- **TASK TO COMPLETE**
The data below is to be repeated in full, exactly as given.

(Items from a dataset)
-=-=-=-=-

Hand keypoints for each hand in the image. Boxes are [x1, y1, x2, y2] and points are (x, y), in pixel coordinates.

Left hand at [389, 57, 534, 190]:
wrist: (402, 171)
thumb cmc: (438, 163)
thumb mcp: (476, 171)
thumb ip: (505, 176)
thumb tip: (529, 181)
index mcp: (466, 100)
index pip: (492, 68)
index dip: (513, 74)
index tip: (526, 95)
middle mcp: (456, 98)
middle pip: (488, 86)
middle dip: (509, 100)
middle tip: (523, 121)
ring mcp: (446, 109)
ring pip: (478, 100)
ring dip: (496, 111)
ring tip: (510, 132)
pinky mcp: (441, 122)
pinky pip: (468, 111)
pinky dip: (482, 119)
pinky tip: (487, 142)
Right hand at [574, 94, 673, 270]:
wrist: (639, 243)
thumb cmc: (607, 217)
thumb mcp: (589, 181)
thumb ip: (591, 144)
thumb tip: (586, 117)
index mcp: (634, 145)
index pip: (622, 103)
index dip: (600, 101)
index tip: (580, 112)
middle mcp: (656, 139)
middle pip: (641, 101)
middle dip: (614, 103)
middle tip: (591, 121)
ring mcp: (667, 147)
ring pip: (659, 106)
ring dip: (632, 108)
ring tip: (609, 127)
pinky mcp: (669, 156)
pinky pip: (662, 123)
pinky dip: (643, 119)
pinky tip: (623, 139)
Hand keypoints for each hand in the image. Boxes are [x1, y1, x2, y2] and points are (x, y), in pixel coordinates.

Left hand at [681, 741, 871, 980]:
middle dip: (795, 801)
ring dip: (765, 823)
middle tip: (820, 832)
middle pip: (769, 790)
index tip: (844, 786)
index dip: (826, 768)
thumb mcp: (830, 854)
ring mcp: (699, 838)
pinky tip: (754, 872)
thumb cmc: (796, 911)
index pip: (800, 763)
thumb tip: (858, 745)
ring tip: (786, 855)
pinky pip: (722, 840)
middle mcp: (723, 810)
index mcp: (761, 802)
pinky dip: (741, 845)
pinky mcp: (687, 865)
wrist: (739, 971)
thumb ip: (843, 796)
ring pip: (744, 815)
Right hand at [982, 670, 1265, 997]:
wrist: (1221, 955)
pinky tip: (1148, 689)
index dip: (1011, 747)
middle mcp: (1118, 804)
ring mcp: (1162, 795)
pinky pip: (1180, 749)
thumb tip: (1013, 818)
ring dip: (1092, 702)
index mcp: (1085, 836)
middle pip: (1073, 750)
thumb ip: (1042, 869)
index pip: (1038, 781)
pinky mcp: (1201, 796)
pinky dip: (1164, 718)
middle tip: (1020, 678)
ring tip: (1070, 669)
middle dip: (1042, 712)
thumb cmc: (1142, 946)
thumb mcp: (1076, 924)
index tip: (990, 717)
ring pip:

-=-=-=-=-

- **EXERCISE ANSWER**
Hand keypoints for each hand in the image. Boxes are [x1, y1, x2, y2] and points are (x, y), in pixel coordinates.

Left hand at [389, 57, 534, 190]:
wrist: (402, 171)
thumb cmc: (438, 163)
thumb mcp: (476, 171)
thumb ip: (505, 176)
thumb tip: (529, 181)
index mcp: (466, 100)
index pip: (492, 68)
index dip: (513, 74)
index tip: (526, 95)
middle mcp: (456, 98)
middle pip: (488, 86)
middle dip: (509, 100)
middle tip: (523, 121)
ring mcp: (446, 109)
ring pip: (478, 100)
ring dip: (496, 111)
ring tip: (510, 132)
pinky mcp: (441, 122)
pinky pip: (468, 111)
pinky dip: (482, 119)
pinky tip: (487, 142)
Right hand at [574, 94, 673, 270]:
wrist: (639, 243)
thumb cmc: (607, 217)
thumb mcp: (589, 181)
thumb ip: (591, 144)
thumb tip: (586, 117)
index mcp: (634, 145)
index pip: (622, 103)
index dip: (600, 101)
index tip: (580, 112)
middle mcp: (656, 139)
middle pip: (641, 101)
middle dip: (614, 103)
middle tip: (591, 121)
ring mcp: (667, 147)
ring pip: (659, 106)
ring dip: (632, 108)
ring tip: (609, 127)
pinky mcp: (669, 156)
pinky pip: (662, 123)
pinky dip: (643, 119)
pinky tip: (623, 139)
Hand keypoints for each hand in the image. Boxes are [x1, y1, x2, y2] and points are (x, y), in pixel coordinates.

Left hand at [681, 741, 871, 980]:
middle dip: (795, 801)
ring dip: (765, 823)
middle tip: (820, 832)
middle pip: (769, 790)
index tip: (844, 786)
index dip: (826, 768)
thumb mcp: (830, 854)
ring mcp: (699, 838)
pinky tip: (754, 872)
thumb cmc: (796, 911)
index pip: (800, 763)
thumb tip: (858, 745)
ring tip: (786, 855)
pinky pip: (722, 840)
middle mcp: (723, 810)
index mcp: (761, 802)
pinky dip: (741, 845)
pinky mcp: (687, 865)
wrist: (739, 971)
thumb ip: (843, 796)
ring pip: (744, 815)
Right hand at [982, 670, 1265, 997]:
wrist: (1221, 955)
pinky tip: (1148, 689)
index dip: (1011, 747)
middle mcp: (1118, 804)
ring mcp: (1162, 795)
pinky pip: (1180, 749)
thumb tip: (1013, 818)
ring dip: (1092, 702)
index mcp: (1085, 836)
middle pip: (1073, 750)
thumb ip: (1042, 869)
index pip: (1038, 781)
pinky mcp: (1201, 796)
pinky dip: (1164, 718)
middle tip: (1020, 678)
ring tip: (1070, 669)
middle dip: (1042, 712)
thumb cmc: (1142, 946)
thumb mcp: (1076, 924)
index tip: (990, 717)
ring pip:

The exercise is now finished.